#### TASK GOAL
Hunt for the word "ELENA" across the entries below, copying each line that holds it.
┏━━
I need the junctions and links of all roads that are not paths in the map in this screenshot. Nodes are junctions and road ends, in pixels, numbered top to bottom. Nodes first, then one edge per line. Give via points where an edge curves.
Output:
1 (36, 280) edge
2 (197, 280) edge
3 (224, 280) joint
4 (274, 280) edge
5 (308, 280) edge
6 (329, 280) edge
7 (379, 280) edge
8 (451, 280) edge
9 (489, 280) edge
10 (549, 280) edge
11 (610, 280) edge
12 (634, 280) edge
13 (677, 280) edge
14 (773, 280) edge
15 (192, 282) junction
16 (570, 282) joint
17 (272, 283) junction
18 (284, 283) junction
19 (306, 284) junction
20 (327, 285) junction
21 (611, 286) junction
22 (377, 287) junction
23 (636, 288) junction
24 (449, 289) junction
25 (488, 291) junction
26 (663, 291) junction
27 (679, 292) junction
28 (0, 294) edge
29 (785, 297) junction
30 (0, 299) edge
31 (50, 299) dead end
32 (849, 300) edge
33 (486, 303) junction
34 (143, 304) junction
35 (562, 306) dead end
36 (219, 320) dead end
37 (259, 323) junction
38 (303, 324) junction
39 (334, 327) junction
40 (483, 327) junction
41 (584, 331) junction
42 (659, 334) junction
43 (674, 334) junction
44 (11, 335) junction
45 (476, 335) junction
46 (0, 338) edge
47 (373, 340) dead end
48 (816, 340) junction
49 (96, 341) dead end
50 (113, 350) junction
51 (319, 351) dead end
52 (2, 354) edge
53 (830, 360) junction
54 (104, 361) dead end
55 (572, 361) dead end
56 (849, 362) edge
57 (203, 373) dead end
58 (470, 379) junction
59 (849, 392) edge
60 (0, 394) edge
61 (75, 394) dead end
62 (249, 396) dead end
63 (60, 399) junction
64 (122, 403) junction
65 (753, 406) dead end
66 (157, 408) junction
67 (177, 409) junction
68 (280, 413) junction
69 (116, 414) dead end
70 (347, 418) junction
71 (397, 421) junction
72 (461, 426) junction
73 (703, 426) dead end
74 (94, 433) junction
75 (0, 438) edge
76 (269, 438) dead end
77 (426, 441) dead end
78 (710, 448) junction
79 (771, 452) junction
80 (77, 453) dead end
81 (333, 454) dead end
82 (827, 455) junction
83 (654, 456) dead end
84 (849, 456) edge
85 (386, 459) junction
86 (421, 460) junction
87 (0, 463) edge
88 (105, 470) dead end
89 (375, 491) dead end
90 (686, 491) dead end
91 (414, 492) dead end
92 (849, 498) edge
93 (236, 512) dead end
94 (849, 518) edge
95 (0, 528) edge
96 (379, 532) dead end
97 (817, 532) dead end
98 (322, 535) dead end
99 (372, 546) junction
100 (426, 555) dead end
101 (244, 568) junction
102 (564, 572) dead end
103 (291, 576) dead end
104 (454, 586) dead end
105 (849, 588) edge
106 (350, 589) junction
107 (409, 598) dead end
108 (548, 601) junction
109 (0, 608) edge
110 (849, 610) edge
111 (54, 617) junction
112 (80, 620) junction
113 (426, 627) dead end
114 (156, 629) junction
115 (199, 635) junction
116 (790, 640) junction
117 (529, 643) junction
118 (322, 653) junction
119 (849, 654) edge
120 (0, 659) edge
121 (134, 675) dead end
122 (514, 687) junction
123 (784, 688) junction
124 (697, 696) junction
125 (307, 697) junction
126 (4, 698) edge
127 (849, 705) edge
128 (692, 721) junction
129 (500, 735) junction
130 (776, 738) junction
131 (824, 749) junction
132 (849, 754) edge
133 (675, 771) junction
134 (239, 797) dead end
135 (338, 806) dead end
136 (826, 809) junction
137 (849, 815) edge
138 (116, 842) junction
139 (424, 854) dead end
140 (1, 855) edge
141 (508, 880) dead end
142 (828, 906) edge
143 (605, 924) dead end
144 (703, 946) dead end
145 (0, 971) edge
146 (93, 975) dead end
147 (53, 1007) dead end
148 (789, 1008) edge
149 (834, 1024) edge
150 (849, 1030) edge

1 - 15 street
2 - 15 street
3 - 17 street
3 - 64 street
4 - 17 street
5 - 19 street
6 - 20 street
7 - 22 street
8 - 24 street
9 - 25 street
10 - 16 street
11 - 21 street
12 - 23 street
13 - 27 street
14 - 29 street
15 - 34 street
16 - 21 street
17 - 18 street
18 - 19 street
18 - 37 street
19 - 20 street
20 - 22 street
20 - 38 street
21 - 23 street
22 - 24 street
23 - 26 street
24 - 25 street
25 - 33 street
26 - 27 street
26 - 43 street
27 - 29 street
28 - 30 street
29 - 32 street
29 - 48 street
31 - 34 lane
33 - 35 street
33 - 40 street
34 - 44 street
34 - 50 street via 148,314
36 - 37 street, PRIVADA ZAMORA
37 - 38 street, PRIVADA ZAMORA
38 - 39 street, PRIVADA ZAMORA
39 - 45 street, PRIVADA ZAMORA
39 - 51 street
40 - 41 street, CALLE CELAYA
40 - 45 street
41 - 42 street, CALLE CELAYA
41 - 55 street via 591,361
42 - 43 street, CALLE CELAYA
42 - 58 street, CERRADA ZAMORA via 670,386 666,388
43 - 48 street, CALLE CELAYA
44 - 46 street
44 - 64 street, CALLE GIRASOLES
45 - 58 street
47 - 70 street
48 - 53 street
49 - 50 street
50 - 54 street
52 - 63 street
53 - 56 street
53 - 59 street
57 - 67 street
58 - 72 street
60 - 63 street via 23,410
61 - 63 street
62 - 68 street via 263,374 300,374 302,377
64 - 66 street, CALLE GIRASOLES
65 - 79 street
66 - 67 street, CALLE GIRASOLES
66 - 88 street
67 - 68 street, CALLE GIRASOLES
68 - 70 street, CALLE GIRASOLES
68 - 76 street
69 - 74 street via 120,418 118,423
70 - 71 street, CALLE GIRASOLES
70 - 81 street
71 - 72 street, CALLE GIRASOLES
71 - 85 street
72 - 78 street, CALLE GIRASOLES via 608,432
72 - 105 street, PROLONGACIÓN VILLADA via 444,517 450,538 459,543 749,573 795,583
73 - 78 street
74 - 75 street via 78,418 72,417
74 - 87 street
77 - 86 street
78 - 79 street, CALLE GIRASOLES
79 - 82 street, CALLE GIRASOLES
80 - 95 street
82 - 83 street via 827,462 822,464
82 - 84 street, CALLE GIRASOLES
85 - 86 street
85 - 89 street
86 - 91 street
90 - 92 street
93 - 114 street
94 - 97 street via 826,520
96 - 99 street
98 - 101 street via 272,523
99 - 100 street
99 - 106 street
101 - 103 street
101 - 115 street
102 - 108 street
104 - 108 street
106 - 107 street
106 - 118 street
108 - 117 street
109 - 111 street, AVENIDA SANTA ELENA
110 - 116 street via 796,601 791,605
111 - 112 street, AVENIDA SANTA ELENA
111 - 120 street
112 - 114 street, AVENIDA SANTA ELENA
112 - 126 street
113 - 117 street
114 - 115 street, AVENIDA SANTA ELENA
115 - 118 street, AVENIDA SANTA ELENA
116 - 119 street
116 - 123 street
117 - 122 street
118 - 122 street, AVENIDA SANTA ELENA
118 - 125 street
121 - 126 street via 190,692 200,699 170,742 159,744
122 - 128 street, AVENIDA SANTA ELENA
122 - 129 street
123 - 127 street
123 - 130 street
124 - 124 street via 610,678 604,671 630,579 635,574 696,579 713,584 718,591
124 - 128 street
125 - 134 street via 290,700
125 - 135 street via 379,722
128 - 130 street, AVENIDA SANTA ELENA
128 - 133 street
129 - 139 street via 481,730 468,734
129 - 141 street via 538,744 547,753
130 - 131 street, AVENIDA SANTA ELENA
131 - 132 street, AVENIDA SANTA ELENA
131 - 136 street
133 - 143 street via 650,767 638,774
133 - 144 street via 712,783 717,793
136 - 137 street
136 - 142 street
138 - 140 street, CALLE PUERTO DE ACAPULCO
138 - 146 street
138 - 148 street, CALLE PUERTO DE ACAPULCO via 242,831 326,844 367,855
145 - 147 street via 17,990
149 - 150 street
┗━━
#### ANSWER SECTION
109 - 111 street, AVENIDA SANTA ELENA
111 - 112 street, AVENIDA SANTA ELENA
112 - 114 street, AVENIDA SANTA ELENA
114 - 115 street, AVENIDA SANTA ELENA
115 - 118 street, AVENIDA SANTA ELENA
118 - 122 street, AVENIDA SANTA ELENA
122 - 128 street, AVENIDA SANTA ELENA
128 - 130 street, AVENIDA SANTA ELENA
130 - 131 street, AVENIDA SANTA ELENA
131 - 132 street, AVENIDA SANTA ELENA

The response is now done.